Dynamically Mitigating Data Discrepancy with Balanced Focal Loss for Replay Attack Detection

Authors: Yongqiang Dou, Haocheng Yang, Maolin Yang, Yanyan Xu, Dengfeng Ke

Published: 2020-06-25 17:06:47+00:00

Comment: The 25th International Conference on Pattern Recognition (ICPR2020)

AI Summary

This paper proposes D3M, a novel method for replay attack detection that addresses data discrepancy by introducing a balanced focal loss function. This loss dynamically scales sample contributions during training, prioritizing indistinguishable samples. The approach also integrates a fusion of complementary magnitude-based (STFT-gram, CQT-gram) and phase-based (MGD-gram) features, demonstrating superior performance on the ASVspoof2019 dataset.

Abstract

It becomes urgent to design effective anti-spoofing algorithms for vulnerable automatic speaker verification systems due to the advancement of high-quality playback devices. Current studies mainly treat anti-spoofing as a binary classification problem between bonafide and spoofed utterances, while lack of indistinguishable samples makes it difficult to train a robust spoofing detector. In this paper, we argue that for anti-spoofing, it needs more attention for indistinguishable samples over easily-classified ones in the modeling process, to make correct discrimination a top priority. Therefore, to mitigate the data discrepancy between training and inference, we propose D3M, to leverage a balanced focal loss function as the training objective to dynamically scale the loss based on the traits of the sample itself. Besides, in the experiments, we select three kinds of features that contain both magnitude-based and phase-based information to form complementary and informative features. Experimental results on the ASVspoof2019 dataset demonstrate the superiority of the proposed methods by comparison between our systems and top-performing ones. Systems trained with the balanced focal loss perform significantly better than conventional cross-entropy loss. With complementary features, our fusion system with only three kinds of features outperforms other systems containing five or more complex single models by 22.5% for min-tDCF and 7% for EER, achieving a min-tDCF and an EER of 0.0124 and 0.55% respectively.

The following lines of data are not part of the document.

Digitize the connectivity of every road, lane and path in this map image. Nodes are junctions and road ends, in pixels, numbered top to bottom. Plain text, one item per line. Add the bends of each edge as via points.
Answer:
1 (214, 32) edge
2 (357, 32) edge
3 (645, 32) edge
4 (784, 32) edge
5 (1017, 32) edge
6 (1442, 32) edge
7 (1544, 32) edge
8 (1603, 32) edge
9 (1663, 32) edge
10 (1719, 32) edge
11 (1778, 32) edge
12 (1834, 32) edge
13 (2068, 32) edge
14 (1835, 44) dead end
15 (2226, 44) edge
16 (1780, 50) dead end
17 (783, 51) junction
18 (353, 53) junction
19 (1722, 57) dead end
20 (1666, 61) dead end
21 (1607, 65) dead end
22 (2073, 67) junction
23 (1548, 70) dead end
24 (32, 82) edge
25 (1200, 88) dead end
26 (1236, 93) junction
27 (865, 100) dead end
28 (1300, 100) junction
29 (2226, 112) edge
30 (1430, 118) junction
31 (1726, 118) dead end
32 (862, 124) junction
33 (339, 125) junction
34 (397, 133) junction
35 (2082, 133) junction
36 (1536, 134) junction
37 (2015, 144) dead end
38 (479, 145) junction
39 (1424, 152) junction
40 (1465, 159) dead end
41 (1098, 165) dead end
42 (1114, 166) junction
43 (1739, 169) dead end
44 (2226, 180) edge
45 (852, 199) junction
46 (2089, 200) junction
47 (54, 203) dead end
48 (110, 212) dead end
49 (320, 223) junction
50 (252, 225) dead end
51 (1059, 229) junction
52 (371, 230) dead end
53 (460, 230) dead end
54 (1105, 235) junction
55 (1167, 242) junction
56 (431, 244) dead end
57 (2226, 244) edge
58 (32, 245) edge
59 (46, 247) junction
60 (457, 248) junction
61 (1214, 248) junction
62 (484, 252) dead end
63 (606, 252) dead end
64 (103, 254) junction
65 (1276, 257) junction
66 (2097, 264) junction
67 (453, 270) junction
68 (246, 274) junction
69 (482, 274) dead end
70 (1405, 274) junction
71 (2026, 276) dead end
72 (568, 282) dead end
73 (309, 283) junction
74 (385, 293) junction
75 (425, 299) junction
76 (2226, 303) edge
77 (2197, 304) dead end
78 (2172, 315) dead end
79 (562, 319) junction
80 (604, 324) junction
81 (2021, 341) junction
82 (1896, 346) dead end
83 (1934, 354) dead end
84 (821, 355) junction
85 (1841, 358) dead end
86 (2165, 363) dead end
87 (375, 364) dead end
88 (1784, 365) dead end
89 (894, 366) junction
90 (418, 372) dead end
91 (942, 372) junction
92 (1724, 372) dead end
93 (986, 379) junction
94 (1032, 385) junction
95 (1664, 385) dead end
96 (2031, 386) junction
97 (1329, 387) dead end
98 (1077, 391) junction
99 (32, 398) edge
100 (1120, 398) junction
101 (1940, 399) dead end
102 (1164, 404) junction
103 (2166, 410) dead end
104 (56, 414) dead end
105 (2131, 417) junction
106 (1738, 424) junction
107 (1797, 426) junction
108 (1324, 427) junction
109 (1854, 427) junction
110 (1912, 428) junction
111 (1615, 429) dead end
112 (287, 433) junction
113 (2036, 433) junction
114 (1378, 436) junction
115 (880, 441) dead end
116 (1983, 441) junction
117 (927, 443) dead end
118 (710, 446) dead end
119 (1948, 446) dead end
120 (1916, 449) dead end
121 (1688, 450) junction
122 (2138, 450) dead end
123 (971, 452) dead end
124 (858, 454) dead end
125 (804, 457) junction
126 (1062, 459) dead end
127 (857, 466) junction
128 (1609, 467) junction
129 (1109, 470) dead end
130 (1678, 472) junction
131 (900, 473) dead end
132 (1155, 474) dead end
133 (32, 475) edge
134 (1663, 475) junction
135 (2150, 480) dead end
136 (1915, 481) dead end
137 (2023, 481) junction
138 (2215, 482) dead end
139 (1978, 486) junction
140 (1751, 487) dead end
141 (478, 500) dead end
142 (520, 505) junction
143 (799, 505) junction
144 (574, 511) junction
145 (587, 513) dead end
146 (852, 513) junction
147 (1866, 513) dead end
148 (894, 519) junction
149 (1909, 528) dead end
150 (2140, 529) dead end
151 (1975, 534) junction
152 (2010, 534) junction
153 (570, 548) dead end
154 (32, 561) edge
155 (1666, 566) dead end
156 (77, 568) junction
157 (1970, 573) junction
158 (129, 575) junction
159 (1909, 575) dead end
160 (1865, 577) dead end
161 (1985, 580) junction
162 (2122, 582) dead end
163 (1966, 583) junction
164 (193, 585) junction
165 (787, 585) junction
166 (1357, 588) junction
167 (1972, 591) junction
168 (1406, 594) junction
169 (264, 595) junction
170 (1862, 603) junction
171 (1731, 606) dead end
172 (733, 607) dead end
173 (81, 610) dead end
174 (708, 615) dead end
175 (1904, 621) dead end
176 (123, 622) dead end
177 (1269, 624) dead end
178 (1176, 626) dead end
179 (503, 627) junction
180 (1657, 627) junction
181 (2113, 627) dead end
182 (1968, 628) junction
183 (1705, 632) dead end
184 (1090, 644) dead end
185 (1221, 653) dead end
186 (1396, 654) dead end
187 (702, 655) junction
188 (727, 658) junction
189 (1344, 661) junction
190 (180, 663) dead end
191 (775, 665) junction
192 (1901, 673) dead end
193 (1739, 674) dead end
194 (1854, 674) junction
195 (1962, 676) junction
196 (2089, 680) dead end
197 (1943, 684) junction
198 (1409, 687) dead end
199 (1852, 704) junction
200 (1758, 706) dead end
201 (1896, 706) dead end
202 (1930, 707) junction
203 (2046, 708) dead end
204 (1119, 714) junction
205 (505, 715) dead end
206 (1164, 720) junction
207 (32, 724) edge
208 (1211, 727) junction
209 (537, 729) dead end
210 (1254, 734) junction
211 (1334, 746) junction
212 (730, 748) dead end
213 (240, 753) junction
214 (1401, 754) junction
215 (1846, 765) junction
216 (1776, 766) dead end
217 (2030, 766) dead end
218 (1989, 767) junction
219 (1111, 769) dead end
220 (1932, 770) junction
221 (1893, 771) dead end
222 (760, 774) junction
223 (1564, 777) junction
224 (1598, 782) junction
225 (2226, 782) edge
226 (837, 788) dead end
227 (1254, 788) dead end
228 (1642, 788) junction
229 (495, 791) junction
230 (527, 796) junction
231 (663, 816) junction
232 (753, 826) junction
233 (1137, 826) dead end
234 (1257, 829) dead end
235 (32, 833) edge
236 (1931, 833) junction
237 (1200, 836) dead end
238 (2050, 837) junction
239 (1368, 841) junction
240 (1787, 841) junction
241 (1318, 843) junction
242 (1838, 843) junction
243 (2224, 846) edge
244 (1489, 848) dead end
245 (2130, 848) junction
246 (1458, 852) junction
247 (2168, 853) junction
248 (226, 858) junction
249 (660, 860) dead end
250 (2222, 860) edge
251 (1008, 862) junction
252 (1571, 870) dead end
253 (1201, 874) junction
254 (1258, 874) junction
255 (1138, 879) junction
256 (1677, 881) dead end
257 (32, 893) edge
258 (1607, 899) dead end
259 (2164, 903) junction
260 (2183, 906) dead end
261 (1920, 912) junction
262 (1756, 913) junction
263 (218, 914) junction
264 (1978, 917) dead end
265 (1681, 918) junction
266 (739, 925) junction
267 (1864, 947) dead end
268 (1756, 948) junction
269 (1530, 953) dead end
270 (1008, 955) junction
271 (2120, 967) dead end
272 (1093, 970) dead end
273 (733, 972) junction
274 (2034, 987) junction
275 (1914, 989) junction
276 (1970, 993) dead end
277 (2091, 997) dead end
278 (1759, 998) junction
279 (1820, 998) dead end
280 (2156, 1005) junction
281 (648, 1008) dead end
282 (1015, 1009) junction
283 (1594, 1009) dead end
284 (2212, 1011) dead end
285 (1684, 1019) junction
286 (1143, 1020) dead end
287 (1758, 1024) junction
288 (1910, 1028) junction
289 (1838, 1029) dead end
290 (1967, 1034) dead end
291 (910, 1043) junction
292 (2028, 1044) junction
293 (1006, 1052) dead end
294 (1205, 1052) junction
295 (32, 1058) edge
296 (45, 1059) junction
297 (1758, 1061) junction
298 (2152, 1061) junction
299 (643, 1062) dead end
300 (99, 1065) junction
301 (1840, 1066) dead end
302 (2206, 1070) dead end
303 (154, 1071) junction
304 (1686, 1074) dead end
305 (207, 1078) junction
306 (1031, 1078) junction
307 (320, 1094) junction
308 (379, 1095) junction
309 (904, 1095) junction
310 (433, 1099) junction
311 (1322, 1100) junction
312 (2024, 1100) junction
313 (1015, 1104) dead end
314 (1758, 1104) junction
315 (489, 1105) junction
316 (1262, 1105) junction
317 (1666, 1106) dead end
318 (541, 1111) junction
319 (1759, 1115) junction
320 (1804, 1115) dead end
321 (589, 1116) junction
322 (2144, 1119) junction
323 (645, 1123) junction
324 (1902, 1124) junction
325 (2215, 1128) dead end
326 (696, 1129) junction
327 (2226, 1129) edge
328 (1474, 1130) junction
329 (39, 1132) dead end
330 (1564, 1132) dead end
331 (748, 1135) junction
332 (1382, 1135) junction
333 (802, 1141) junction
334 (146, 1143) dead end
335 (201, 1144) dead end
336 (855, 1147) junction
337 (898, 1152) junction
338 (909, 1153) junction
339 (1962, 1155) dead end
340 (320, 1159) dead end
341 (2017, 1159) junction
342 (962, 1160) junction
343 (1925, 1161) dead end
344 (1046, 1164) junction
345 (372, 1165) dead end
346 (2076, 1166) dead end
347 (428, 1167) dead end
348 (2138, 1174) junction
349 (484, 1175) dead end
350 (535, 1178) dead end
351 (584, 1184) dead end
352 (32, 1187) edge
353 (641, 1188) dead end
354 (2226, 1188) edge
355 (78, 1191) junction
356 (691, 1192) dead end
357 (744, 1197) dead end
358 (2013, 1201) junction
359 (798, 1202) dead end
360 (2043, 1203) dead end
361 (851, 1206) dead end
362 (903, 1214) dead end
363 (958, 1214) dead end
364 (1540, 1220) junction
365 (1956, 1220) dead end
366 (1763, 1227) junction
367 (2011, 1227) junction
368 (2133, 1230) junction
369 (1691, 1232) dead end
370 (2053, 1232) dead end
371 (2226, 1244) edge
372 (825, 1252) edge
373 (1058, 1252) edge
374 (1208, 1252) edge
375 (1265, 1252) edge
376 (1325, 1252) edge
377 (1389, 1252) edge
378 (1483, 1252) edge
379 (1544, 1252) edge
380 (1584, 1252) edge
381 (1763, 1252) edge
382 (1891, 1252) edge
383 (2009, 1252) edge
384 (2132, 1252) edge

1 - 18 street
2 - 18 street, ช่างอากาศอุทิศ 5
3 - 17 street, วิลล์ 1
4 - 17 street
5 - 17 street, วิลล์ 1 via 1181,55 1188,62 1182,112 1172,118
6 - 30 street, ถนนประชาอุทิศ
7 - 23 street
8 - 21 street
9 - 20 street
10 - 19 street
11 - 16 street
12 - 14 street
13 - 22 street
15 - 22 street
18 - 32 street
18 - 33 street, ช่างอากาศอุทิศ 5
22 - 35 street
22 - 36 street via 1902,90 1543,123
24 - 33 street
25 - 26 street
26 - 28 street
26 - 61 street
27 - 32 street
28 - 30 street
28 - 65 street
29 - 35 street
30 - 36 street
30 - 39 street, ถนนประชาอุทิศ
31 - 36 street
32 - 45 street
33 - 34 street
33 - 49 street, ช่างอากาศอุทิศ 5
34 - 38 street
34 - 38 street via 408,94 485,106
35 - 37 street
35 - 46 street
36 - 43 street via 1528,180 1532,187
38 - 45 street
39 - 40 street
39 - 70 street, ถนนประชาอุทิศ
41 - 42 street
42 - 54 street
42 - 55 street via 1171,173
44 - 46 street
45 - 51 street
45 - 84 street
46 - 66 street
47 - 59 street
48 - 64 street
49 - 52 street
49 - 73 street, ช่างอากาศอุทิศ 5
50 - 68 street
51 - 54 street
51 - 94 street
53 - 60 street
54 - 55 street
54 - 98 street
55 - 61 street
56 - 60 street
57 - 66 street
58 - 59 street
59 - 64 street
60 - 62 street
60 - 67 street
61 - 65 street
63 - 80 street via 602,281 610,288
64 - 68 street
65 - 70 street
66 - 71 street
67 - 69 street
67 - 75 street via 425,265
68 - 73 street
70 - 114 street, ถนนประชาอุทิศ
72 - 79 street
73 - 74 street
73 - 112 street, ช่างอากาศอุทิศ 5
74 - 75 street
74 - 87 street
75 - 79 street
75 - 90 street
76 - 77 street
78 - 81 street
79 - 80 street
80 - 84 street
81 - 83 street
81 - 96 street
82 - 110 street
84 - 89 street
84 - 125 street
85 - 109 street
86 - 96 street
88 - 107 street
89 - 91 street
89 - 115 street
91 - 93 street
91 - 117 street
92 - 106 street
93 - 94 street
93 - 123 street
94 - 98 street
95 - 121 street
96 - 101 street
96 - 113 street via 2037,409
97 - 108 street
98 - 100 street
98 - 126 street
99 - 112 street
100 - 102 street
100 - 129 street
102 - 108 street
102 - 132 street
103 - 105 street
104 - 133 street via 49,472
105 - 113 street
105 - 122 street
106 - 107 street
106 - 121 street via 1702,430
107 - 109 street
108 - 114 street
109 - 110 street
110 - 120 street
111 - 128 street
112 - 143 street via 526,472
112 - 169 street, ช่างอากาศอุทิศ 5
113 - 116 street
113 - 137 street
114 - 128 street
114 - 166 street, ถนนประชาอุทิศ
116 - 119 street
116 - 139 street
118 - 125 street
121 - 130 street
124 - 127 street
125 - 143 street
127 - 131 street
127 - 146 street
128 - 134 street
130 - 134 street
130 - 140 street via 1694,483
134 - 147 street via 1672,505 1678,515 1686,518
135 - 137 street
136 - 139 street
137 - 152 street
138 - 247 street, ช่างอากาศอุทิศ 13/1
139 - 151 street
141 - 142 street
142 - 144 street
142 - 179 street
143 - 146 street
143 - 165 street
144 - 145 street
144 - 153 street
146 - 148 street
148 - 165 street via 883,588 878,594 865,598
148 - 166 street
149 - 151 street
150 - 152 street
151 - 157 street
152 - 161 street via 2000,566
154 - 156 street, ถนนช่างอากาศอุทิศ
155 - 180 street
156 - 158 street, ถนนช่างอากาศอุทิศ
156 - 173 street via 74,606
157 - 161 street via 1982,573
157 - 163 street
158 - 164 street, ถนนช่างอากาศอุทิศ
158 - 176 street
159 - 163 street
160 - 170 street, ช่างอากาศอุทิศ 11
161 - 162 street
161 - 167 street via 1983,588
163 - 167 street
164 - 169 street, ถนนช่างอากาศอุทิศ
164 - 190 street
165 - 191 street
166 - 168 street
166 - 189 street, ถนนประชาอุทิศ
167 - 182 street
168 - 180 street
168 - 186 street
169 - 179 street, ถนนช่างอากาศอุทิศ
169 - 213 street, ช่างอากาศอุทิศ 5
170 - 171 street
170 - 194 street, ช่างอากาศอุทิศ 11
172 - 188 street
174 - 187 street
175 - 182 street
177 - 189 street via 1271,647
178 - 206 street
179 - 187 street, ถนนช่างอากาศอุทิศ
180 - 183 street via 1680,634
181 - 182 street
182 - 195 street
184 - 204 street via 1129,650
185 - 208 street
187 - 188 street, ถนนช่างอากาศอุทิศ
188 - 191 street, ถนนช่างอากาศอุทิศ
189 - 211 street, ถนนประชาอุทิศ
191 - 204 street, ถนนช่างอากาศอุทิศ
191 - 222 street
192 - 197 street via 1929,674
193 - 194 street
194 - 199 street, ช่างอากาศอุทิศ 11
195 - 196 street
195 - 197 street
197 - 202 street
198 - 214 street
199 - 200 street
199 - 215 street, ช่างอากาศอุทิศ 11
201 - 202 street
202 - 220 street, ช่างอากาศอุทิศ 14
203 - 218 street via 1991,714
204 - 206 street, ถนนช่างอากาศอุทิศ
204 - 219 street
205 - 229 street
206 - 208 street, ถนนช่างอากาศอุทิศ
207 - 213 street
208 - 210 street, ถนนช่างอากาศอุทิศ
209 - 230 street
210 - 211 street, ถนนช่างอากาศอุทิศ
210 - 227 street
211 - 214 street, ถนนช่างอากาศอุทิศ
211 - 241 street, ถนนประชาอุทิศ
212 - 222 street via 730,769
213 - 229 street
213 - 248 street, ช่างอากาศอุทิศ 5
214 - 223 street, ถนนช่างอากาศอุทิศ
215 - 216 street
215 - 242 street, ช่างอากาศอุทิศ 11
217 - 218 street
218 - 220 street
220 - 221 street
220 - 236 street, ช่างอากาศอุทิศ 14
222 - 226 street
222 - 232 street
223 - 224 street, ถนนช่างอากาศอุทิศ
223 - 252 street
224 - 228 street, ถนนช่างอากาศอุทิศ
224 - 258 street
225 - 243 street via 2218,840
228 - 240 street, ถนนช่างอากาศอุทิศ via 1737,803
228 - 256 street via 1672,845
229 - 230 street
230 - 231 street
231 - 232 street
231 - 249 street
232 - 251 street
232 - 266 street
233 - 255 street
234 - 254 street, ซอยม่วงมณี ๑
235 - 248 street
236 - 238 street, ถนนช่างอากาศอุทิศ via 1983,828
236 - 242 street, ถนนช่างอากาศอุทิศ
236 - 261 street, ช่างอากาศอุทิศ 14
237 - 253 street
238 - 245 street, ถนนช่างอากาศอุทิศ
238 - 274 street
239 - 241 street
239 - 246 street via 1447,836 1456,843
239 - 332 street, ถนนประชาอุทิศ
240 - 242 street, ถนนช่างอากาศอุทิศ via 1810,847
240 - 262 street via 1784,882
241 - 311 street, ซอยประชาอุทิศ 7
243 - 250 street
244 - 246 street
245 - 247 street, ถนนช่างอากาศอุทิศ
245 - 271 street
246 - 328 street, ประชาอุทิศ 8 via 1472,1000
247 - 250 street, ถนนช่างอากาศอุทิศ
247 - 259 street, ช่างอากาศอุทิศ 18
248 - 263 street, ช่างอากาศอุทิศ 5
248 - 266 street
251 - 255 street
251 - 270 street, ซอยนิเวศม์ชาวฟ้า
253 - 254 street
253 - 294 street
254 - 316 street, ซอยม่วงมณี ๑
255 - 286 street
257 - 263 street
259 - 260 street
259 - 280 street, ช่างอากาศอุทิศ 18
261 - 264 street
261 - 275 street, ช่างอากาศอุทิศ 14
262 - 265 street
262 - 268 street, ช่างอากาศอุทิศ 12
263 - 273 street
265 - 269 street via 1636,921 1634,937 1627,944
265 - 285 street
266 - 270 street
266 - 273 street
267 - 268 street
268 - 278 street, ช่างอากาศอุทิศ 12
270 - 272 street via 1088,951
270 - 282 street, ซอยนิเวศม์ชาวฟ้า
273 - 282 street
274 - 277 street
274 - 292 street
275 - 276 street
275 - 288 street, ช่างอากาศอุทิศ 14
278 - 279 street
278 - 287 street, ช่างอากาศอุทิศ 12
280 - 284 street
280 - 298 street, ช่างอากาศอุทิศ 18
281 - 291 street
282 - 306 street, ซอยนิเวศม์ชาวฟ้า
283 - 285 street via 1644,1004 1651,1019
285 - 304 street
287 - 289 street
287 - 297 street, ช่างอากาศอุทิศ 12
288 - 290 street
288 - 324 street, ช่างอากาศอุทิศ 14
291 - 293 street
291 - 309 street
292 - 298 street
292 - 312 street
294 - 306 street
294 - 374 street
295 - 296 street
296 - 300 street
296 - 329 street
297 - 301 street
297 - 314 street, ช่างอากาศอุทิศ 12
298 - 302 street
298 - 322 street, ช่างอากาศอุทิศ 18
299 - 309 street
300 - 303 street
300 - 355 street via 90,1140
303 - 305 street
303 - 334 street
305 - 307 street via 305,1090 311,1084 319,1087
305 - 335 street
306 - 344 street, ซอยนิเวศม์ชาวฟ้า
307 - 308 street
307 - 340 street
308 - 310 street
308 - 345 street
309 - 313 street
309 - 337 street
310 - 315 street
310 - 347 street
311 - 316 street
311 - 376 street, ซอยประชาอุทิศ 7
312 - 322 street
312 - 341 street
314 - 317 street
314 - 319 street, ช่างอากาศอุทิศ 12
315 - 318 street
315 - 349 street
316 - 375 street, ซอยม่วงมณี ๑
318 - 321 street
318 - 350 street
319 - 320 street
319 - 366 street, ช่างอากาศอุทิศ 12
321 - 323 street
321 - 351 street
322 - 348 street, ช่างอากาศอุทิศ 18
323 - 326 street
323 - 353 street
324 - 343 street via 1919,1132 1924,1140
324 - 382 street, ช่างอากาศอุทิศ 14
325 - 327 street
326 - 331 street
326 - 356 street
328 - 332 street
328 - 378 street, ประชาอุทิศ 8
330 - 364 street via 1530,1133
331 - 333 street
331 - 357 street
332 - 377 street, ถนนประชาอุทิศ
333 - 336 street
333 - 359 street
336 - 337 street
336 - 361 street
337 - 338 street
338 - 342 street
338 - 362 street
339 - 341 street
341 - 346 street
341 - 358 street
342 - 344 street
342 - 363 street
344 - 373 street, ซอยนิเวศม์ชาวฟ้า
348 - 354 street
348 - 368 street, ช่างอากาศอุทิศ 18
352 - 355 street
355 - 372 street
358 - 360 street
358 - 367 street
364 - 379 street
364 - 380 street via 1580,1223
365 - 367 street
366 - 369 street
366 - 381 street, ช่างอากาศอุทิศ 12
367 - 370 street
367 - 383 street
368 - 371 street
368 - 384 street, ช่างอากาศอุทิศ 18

Furthermore, we present and discuss the evaluation results on real replay data apart from the simulated ASVspoof2019 data, indicating that research for anti-spoofing still has a long way to go. Source code, analysis data, and other details are publicly available at https://github.com/asvspoof/D3M.


Key findings
Systems trained with the balanced focal loss significantly outperform those using conventional cross-entropy loss. The proposed fusion system, leveraging three complementary features, achieves state-of-the-art performance on the ASVspoof2019 evaluation set with a min-tDCF of 0.0124 and an EER of 0.55%, surpassing more complex top-performing systems. However, deep learning-based methods exhibited unexpected performance degradation on the real-world Real-PA dataset compared to simulated data and conventional GMMs.
Approach
The approach, D3M, mitigates data discrepancy in replay attack detection by using a balanced focal loss function. This loss dynamically re-weights samples during training, focusing more on hard-to-classify, indistinguishable samples. The system utilizes a ResNet-based end-to-end model, taking as input a fusion of three complementary features: Modified Group Delay (MGD) gram, Short-Time Fourier Transform (STFT) gram, and Constant Q Transform (CQT) gram.
Datasets
ASVspoof2019 (PA train set, PA dev set, PA eval set), Real-PA dataset
Model(s)
ResNet
Author countries
China